START Records for this exercise
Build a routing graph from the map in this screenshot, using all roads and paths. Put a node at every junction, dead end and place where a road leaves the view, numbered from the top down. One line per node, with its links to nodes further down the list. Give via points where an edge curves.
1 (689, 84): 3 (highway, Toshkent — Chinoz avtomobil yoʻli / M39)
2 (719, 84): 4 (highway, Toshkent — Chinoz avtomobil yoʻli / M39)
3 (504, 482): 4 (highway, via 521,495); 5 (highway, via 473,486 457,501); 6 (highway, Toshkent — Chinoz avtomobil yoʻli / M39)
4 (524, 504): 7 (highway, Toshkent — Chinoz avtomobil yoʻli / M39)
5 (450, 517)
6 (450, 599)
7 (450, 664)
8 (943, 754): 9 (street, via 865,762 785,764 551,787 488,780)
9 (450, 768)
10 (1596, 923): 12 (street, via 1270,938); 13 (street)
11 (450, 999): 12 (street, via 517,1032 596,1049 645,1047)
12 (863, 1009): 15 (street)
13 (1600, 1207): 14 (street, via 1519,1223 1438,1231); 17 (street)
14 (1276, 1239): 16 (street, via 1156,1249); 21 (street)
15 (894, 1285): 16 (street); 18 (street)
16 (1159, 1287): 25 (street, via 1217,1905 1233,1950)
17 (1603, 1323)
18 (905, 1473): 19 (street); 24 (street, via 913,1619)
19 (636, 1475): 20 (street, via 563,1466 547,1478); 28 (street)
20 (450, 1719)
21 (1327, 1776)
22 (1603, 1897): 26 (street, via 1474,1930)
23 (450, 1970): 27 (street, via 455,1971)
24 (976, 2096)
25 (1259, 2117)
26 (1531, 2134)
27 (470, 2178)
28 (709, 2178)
END Records for this exercise
### Task to complete
Reproduce the entire listing above exactly, leaving nothing out.

### Finished task
Build a routing graph from the map in this screenshot, using all roads and paths. Put a node at every junction, dead end and place where a road leaves the view, numbered from the top down. One line per node, with its links to nodes further down the list. Give via points where an edge curves.
1 (689, 84): 3 (highway, Toshkent — Chinoz avtomobil yoʻli / M39)
2 (719, 84): 4 (highway, Toshkent — Chinoz avtomobil yoʻli / M39)
3 (504, 482): 4 (highway, via 521,495); 5 (highway, via 473,486 457,501); 6 (highway, Toshkent — Chinoz avtomobil yoʻli / M39)
4 (524, 504): 7 (highway, Toshkent — Chinoz avtomobil yoʻli / M39)
5 (450, 517)
6 (450, 599)
7 (450, 664)
8 (943, 754): 9 (street, via 865,762 785,764 551,787 488,780)
9 (450, 768)
10 (1596, 923): 12 (street, via 1270,938); 13 (street)
11 (450, 999): 12 (street, via 517,1032 596,1049 645,1047)
12 (863, 1009): 15 (street)
13 (1600, 1207): 14 (street, via 1519,1223 1438,1231); 17 (street)
14 (1276, 1239): 16 (street, via 1156,1249); 21 (street)
15 (894, 1285): 16 (street); 18 (street)
16 (1159, 1287): 25 (street, via 1217,1905 1233,1950)
17 (1603, 1323)
18 (905, 1473): 19 (street); 24 (street, via 913,1619)
19 (636, 1475): 20 (street, via 563,1466 547,1478); 28 (street)
20 (450, 1719)
21 (1327, 1776)
22 (1603, 1897): 26 (street, via 1474,1930)
23 (450, 1970): 27 (street, via 455,1971)
24 (976, 2096)
25 (1259, 2117)
26 (1531, 2134)
27 (470, 2178)
28 (709, 2178)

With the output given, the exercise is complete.